• INSTRUCTIONS FOR THE TASK: Filter the records down to the lines that hold the word "Gutiérrez", and copy each of those lines.

(Records contained in a dataset)
★ ★ ★ ★ ★
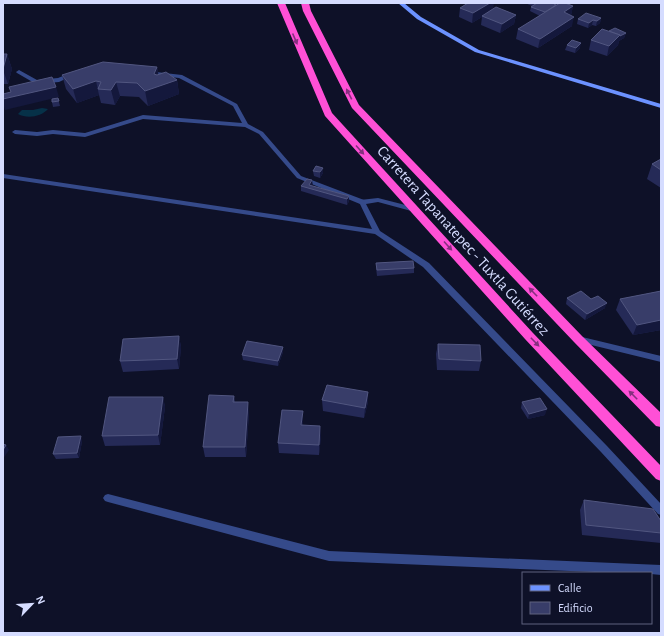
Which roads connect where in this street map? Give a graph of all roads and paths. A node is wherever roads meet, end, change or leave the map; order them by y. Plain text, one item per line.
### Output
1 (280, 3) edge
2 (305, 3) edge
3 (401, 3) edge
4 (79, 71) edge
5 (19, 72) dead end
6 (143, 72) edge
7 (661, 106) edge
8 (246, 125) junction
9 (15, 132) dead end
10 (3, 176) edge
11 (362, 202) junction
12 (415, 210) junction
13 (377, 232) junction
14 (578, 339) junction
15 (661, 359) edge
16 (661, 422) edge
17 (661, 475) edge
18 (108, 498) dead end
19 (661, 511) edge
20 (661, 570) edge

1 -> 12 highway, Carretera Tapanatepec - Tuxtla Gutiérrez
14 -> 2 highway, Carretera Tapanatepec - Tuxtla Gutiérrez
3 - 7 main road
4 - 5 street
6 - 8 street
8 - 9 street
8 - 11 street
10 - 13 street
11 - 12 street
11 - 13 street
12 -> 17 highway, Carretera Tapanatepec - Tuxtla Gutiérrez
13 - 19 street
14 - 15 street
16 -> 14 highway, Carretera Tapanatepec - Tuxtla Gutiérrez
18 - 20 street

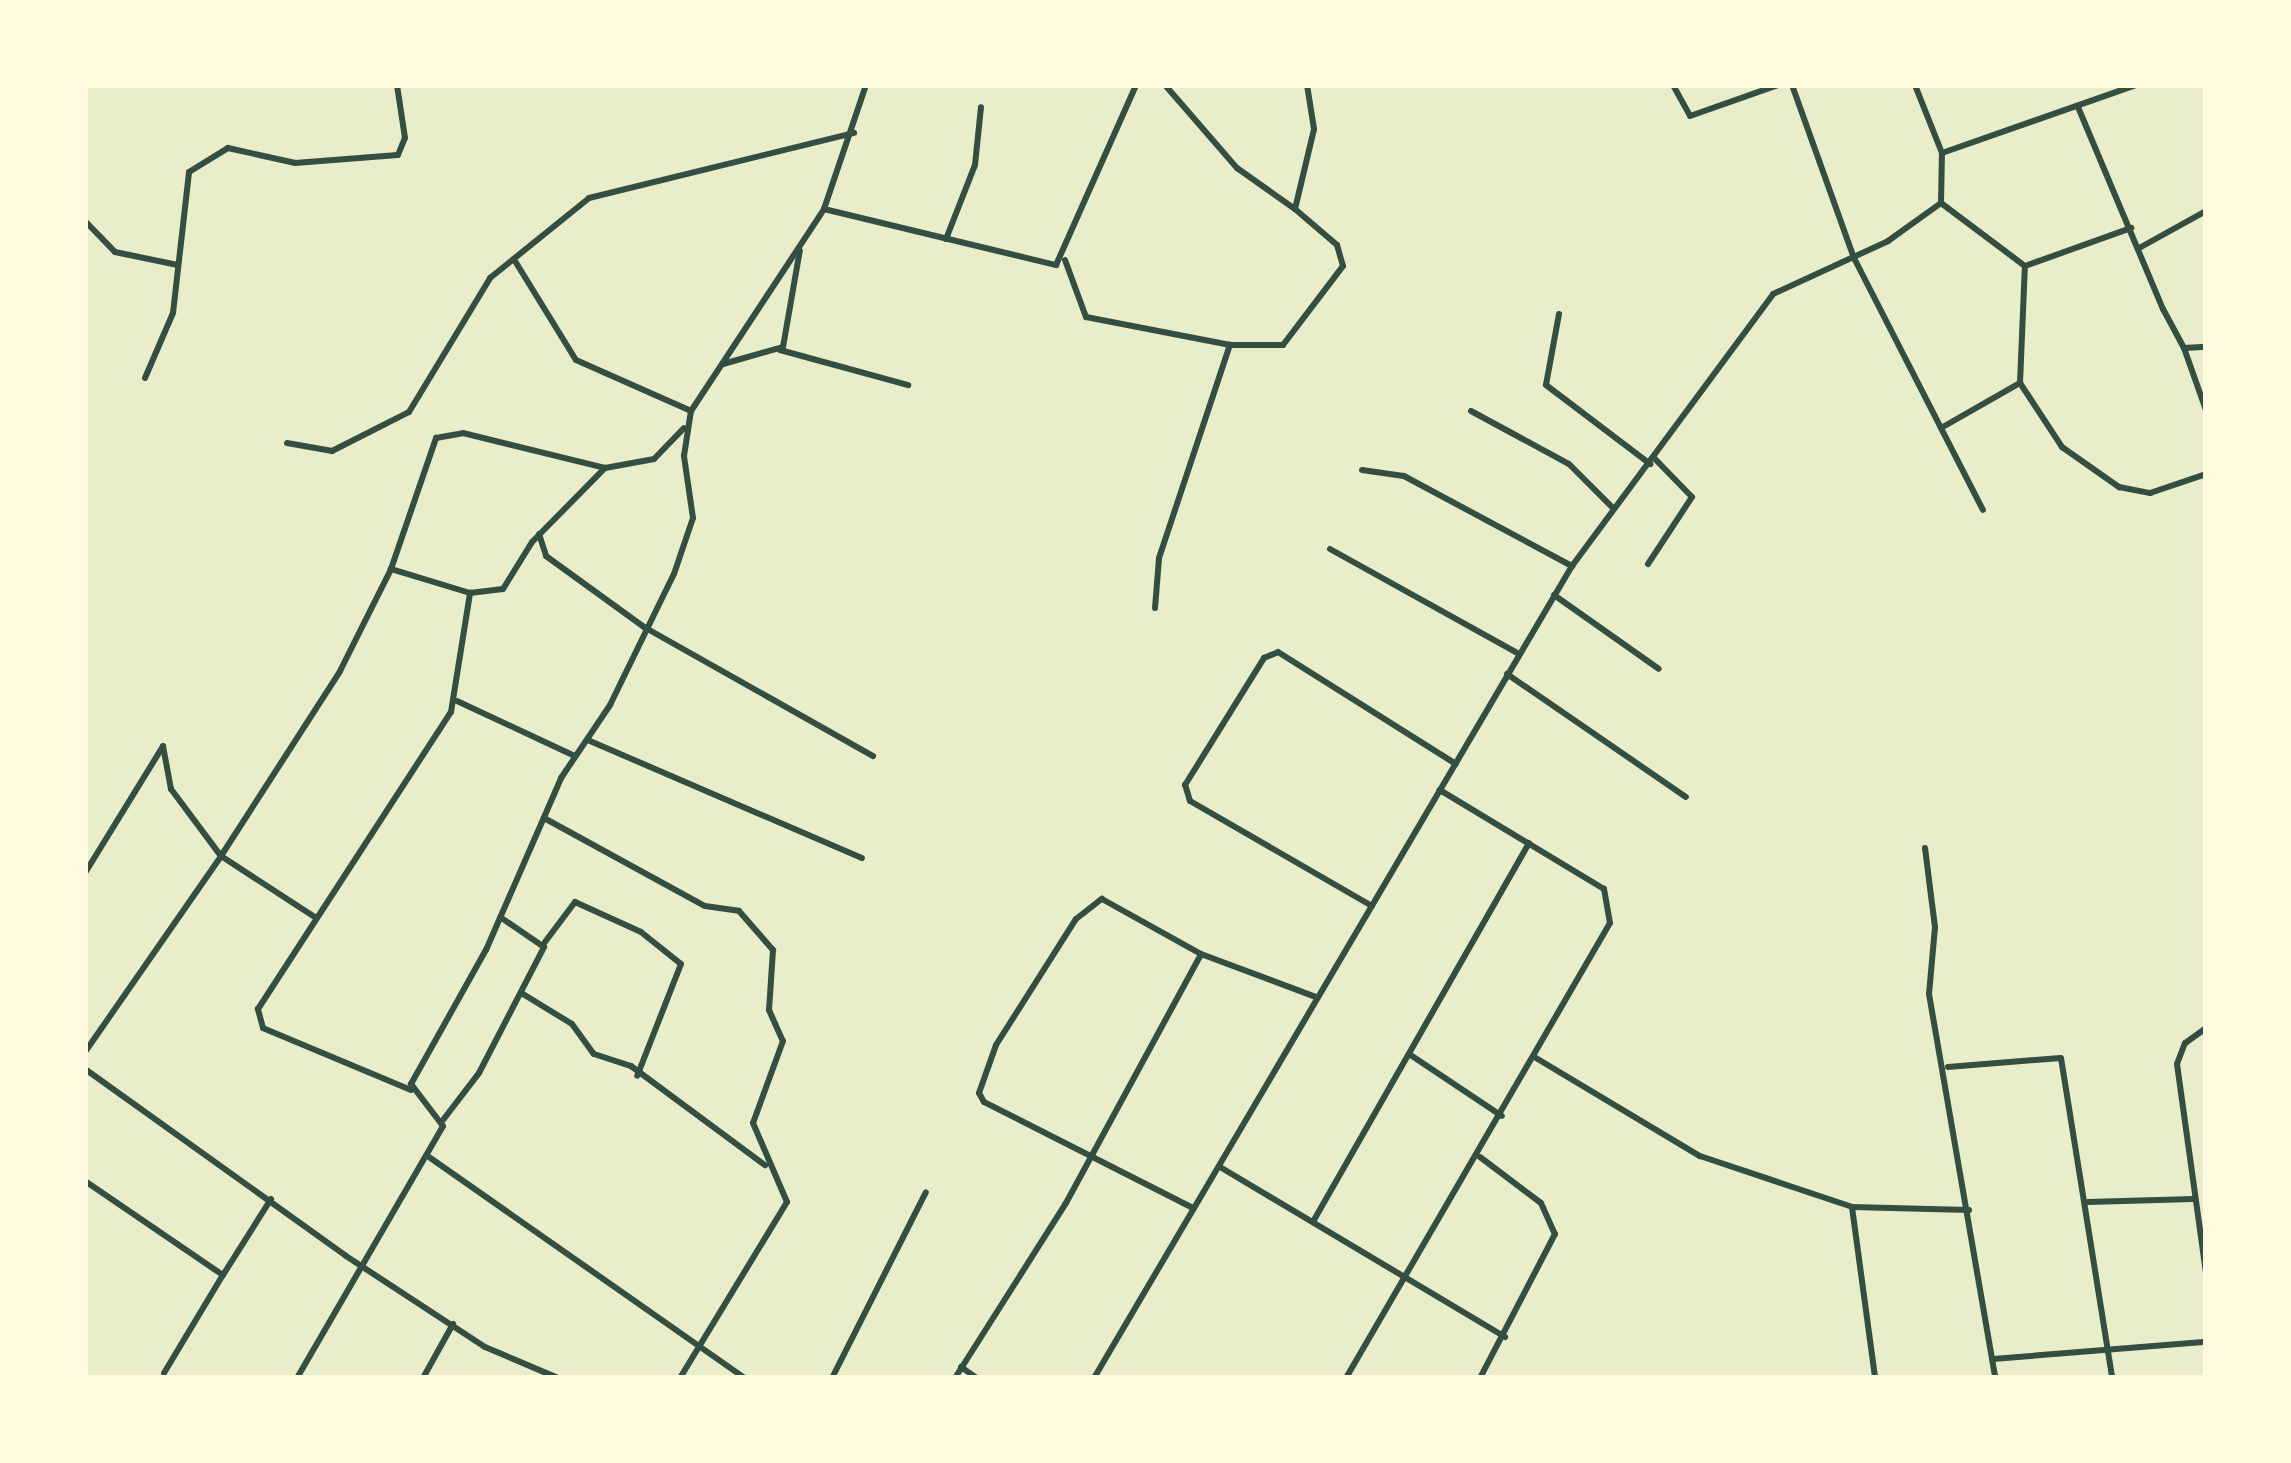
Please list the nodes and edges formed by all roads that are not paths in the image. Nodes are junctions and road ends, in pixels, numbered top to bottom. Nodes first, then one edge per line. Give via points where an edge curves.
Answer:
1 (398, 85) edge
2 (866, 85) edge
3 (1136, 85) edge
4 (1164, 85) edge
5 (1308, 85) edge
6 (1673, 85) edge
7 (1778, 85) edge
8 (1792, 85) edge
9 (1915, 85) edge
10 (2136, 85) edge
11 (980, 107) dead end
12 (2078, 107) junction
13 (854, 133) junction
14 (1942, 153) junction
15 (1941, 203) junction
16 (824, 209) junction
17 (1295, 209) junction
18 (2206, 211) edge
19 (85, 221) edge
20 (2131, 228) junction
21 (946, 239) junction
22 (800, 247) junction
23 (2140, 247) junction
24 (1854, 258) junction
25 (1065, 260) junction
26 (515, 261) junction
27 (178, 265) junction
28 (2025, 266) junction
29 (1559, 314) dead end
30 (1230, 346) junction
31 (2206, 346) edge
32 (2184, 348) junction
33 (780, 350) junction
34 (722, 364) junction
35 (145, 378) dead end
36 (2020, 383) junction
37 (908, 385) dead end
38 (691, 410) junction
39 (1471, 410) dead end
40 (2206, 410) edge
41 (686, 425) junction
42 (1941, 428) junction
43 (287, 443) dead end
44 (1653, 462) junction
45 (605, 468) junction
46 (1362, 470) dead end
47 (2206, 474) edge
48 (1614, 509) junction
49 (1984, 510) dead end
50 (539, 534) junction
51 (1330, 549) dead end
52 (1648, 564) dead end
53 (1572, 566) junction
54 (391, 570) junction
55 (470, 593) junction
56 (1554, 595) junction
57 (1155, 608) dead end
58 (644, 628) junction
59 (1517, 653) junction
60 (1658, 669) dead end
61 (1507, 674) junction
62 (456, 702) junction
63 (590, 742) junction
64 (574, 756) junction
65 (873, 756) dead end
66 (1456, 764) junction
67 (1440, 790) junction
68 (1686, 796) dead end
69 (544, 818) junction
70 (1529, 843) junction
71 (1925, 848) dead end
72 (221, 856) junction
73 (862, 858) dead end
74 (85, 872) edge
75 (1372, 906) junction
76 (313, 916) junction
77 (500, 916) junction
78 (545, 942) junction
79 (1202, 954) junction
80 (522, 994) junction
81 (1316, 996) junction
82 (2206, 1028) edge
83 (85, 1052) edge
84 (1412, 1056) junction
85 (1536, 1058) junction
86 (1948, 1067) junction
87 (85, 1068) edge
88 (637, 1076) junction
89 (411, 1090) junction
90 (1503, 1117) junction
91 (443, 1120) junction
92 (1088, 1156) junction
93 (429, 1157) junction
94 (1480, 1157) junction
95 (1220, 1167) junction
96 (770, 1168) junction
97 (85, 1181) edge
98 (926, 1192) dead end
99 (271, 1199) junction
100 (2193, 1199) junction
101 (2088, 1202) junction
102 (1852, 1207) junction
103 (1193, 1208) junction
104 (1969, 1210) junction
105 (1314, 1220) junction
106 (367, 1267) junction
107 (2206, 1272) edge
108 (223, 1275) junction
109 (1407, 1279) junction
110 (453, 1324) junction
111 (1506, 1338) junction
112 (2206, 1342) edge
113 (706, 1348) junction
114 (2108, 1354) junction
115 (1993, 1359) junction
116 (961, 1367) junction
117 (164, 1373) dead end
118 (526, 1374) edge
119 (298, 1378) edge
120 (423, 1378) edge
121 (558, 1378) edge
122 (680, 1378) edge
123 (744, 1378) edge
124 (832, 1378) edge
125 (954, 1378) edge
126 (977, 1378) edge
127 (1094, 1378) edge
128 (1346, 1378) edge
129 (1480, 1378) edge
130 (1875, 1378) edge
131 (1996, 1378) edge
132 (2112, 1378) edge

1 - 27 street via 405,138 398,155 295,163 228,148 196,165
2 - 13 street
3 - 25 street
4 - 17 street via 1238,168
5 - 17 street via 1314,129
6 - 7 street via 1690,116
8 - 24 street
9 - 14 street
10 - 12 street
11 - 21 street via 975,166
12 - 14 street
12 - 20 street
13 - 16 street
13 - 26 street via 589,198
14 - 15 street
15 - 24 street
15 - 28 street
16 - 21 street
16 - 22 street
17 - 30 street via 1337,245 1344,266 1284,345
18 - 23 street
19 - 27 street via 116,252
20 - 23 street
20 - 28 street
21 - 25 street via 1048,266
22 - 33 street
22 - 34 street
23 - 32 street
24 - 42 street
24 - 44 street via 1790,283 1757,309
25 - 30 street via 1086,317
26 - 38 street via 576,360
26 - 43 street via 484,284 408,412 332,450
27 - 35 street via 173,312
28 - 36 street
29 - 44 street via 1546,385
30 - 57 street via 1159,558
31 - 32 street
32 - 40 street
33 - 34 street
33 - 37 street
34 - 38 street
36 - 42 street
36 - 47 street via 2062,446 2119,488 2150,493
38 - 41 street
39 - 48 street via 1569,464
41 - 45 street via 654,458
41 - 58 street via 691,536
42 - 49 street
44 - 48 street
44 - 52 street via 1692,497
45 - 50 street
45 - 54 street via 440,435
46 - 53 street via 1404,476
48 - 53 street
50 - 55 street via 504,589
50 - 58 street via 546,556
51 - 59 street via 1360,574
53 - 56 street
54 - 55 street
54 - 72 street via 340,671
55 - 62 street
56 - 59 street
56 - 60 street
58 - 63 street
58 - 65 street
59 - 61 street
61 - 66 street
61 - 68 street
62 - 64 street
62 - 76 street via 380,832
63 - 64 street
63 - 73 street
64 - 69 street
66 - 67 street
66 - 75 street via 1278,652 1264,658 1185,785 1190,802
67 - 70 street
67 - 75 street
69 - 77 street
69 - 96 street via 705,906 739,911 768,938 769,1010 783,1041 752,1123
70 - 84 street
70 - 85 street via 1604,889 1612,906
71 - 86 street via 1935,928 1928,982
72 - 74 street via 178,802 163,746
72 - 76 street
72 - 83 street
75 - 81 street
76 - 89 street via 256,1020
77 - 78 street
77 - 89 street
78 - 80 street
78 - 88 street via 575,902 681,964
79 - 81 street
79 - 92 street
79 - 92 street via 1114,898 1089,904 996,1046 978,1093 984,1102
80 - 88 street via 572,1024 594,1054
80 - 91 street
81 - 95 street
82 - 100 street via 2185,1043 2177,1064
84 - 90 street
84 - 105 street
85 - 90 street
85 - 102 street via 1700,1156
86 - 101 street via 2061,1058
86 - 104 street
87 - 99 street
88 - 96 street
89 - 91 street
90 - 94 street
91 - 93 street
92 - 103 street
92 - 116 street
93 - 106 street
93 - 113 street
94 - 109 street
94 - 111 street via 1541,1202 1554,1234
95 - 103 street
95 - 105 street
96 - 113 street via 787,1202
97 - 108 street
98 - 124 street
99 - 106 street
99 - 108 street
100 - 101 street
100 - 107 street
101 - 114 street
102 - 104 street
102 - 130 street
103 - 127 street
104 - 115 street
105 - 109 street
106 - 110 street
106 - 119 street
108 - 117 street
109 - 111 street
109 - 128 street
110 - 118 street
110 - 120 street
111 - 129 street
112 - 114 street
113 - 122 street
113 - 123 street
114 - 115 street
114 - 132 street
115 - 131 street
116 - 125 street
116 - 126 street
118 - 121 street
★ ★ ★ ★ ★
• RESPONSE:
1 -> 12 highway, Carretera Tapanatepec - Tuxtla Gutiérrez
14 -> 2 highway, Carretera Tapanatepec - Tuxtla Gutiérrez
12 -> 17 highway, Carretera Tapanatepec - Tuxtla Gutiérrez
16 -> 14 highway, Carretera Tapanatepec - Tuxtla Gutiérrez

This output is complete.